REQUIRED ACTION: Copy each line in the data below that contains the word "routing".

DATA EXTRACT:
◆ ◆ ◆

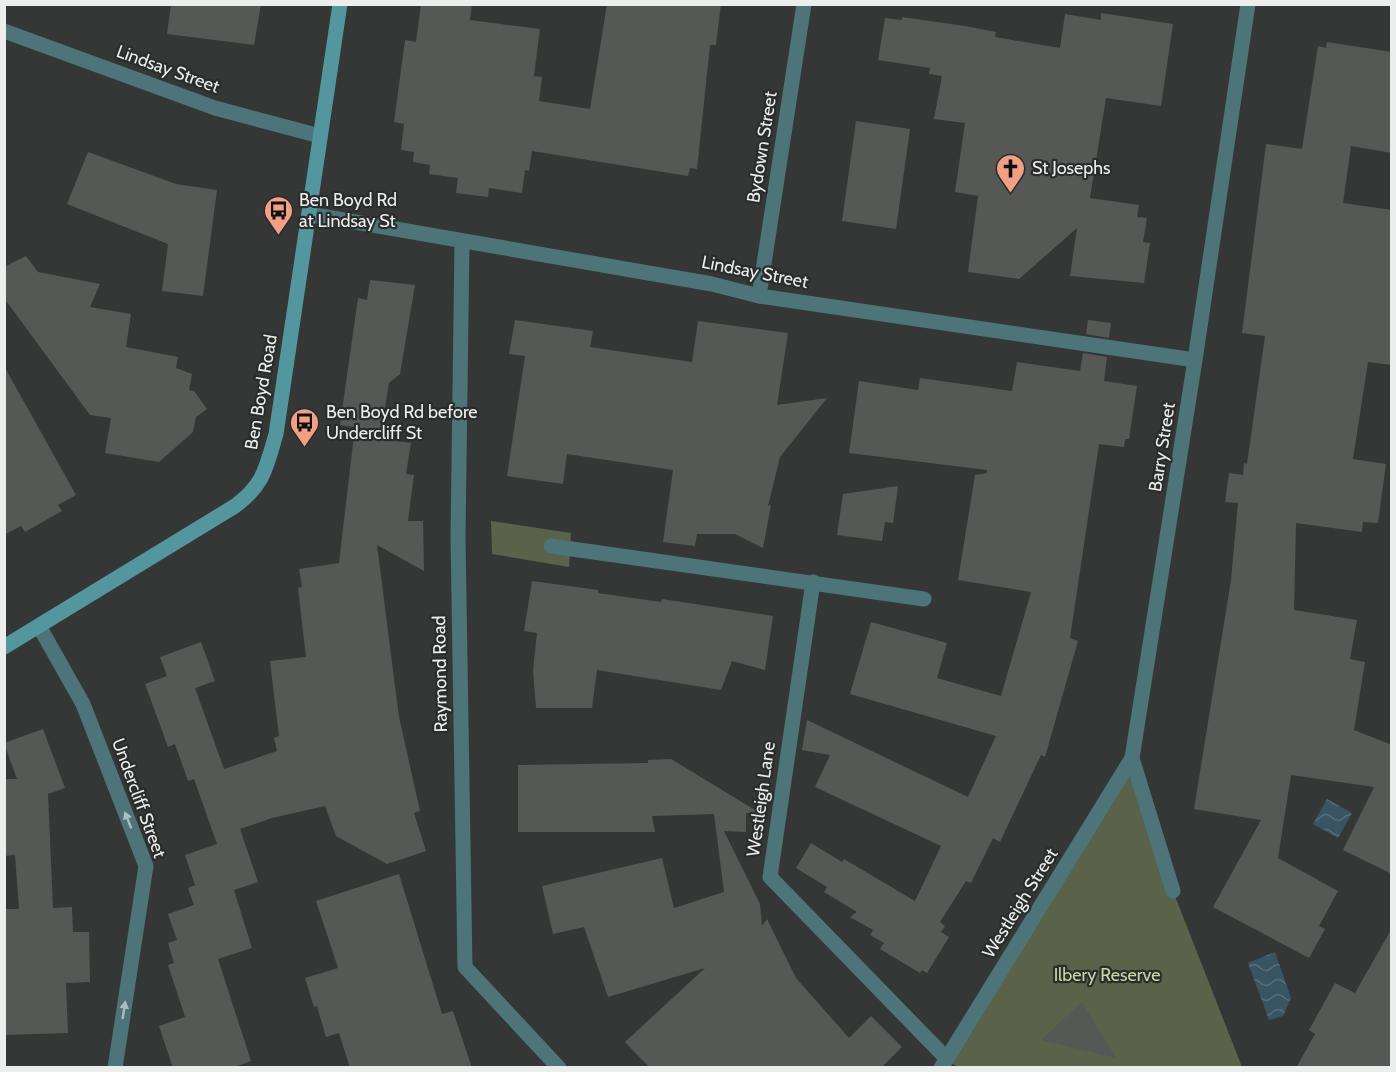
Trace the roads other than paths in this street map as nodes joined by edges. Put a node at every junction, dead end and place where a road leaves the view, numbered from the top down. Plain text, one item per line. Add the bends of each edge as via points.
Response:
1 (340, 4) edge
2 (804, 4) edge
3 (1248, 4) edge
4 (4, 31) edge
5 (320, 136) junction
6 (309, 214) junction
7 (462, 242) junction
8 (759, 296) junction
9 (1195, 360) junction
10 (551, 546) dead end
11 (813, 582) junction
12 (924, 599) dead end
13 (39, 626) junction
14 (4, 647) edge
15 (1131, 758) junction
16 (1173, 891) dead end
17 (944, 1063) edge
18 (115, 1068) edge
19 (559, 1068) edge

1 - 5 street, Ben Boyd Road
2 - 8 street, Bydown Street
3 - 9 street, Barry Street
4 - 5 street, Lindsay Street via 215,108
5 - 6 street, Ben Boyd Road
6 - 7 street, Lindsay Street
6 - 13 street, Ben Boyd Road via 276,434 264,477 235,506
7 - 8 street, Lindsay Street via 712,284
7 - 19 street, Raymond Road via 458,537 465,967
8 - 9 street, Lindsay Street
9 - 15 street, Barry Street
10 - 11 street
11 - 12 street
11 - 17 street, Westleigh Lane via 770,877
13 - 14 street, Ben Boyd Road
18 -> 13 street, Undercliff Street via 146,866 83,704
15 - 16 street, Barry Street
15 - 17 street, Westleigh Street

◆ ◆ ◆

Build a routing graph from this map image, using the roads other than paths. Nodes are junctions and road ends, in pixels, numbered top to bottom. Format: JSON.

◆ ◆ ◆

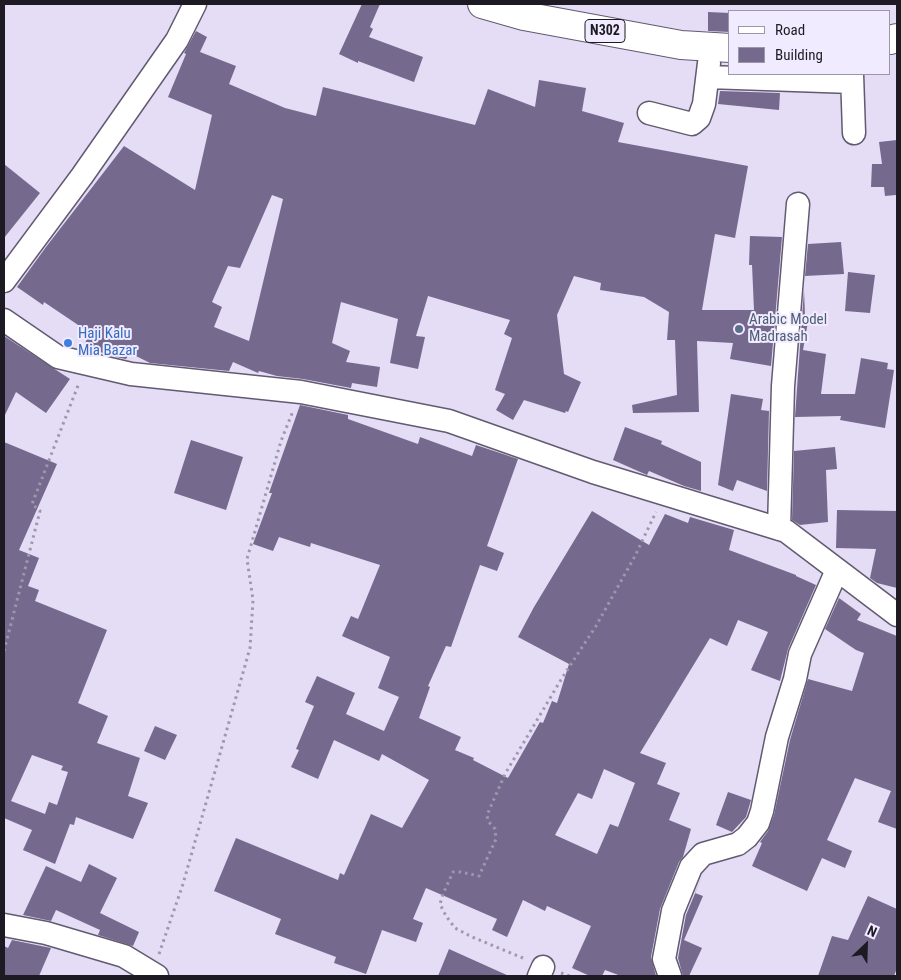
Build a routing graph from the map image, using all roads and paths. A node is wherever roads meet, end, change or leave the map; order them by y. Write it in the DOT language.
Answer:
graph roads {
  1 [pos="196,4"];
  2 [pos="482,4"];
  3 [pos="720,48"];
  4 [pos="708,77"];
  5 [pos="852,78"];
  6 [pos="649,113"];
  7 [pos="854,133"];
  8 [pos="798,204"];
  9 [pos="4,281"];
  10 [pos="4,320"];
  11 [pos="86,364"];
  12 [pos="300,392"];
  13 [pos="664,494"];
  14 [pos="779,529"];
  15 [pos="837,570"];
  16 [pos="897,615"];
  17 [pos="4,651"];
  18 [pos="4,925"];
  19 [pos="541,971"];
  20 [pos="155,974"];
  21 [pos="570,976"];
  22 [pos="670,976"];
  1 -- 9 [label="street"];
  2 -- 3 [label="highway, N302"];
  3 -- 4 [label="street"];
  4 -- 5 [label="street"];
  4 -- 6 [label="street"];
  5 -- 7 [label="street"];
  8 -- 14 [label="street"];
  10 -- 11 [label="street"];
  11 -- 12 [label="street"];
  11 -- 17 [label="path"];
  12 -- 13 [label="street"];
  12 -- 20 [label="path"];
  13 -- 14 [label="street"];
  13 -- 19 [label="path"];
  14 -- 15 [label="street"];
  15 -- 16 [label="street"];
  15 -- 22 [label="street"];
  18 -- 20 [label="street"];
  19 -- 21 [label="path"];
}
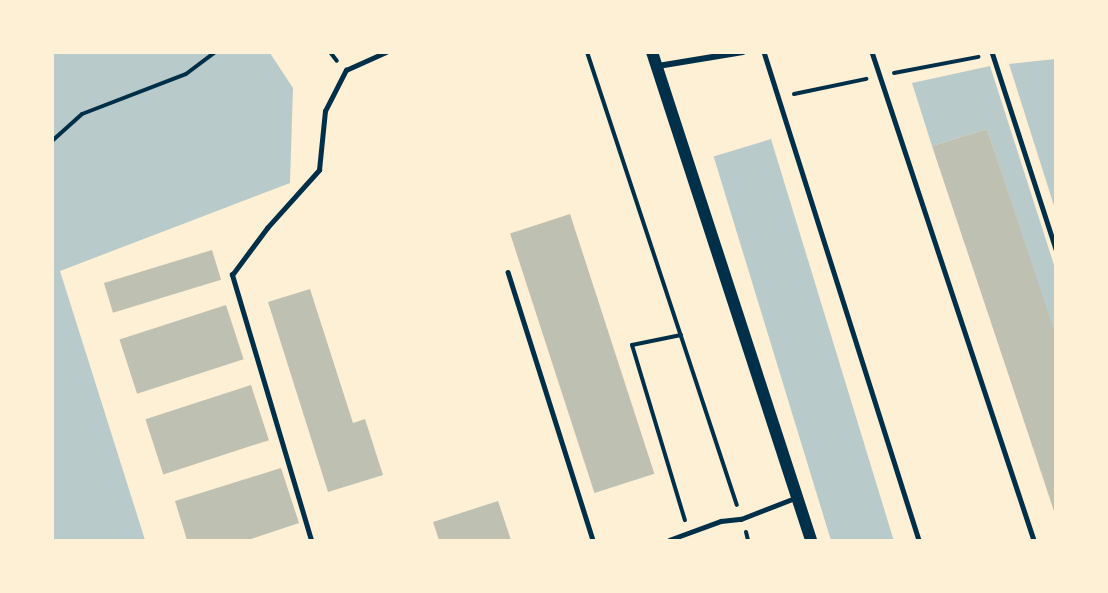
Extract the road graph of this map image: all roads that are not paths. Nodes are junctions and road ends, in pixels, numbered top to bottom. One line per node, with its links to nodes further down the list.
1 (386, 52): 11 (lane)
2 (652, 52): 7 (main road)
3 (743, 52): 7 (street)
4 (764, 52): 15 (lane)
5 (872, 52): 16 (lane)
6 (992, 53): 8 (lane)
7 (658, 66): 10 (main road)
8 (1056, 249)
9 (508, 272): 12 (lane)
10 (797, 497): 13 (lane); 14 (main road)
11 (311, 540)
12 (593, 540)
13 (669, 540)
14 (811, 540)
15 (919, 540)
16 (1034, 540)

◆ ◆ ◆

RESULT OF THE TASK:
Build a routing graph from this map image, using the roads other than paths. Nodes are junctions and road ends, in pixels, numbered top to bottom. Format: JSON.
Build a routing graph from the map image, using all roads and paths. A node is wherever roads meet, end, change or leave the map; order them by y. Write it in the DOT language.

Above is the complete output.